Then, in 2014, a new phenomenon emerged on YouTube, in which small groups of friends or individuals, in living rooms or bedrooms, wield plastic swords and perform the inevitable ‘beheading’ before breaking into a dance routine set to a blood-racing pastiche, a sort of ISIS ‘Gangnam Style’. As the phenomenon spread, embedded allusions to the ISIS aesthetic became ever more widespread. This allowed the genre to take on a life of its own, effectively multiplying its points of reference well beyond the parameters of takfiri critique.7 The genre sustained itself, rather, through an ever more generic form of semiotic currency: beards, turbans, and, above all, a pervasive tone of nihilism. ISIS itself appeared relatively unfazed by such commentary, though with some notable exceptions. In 2015, the Saudi Arabian creator of the MBC show Selfie, Nasser al-Qasbi, faced death threats after his mockery of the terror organization (al-Turkmani 2015).
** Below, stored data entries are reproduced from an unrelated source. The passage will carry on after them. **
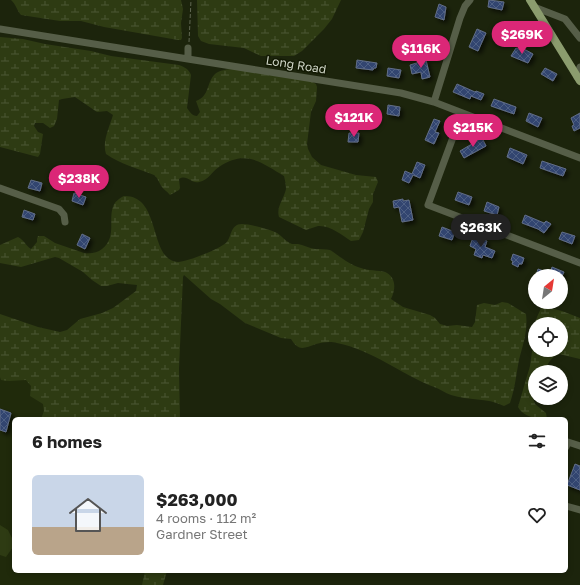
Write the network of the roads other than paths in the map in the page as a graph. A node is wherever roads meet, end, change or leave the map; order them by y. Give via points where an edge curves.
1 (470, 0) edge
2 (532, 4) edge
3 (0, 29) edge
4 (580, 38) edge
5 (188, 48) road end
6 (188, 59) junction
7 (580, 67) edge
8 (579, 79) edge
9 (434, 102) junction
10 (462, 113) junction
11 (580, 158) edge
12 (0, 188) edge
13 (65, 222) dead end
14 (580, 263) edge
15 (568, 442) edge
16 (580, 446) edge
17 (568, 507) edge
18 (580, 510) edge

1 - 9 street via 462,12
2 - 4 street via 565,19
2 - 8 main road
3 - 6 street, Long Road
5 - 6 street
6 - 9 street, Long Road via 385,90
7 - 8 street
9 - 10 street, Long Road
10 - 11 street, Long Road
10 - 14 street via 428,204
12 - 13 street via 59,208
15 - 16 street
17 - 18 street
In addition to depicting the group’s ‘sex jihad’, al-Qasbi’s ISIS actors delivered their lines in distinctly Iraqi and Syrian dialects, a gesture that seemed to inflame the kingdom’s already tense relationship with its Arab neighbors. First and foremost, the ISIS parody drew the attention of secular audiences. Routine comedy shows, like Ktir Salbe and Daiyʿa al-Taseh from Lebanon, drew international coverage for their depictions of ISIS. The American comedy giant Saturday Night Live made headlines for its skit featuring a teary-eyed father dropping off his college-bound daughter at a bus terminal, where she is met by armed thugs in a pick-up truck. ‘Dad’, she says, ‘it’s just ISIS’. A more nuanced, if provocative satirical depiction of ISIS came out of the West Bank in the summer of 2014. Watan 3 Watar, a well-known Palestinian comedy troupe, produced a series of sketches depicting belligerent Salafists operating a checkpoint in the wilderness. Drivers are stopped and interrogated about their religion before being shot and robbed. Meanwhile, the heavily bearded interrogators smoke and make lewd passes at women. Israelis pass freely. In Watan 3 Watar, the dominant illocutionary effect is a takfiri critique. These skits, also tinged with a kind of playful nihilism that characterizes other parodies of ISIS, performed a double task: they diluted the aesthetics of ISIS while reconstituting the embedded narrative of the group’s mythology from a call to jihad to a call to takfir.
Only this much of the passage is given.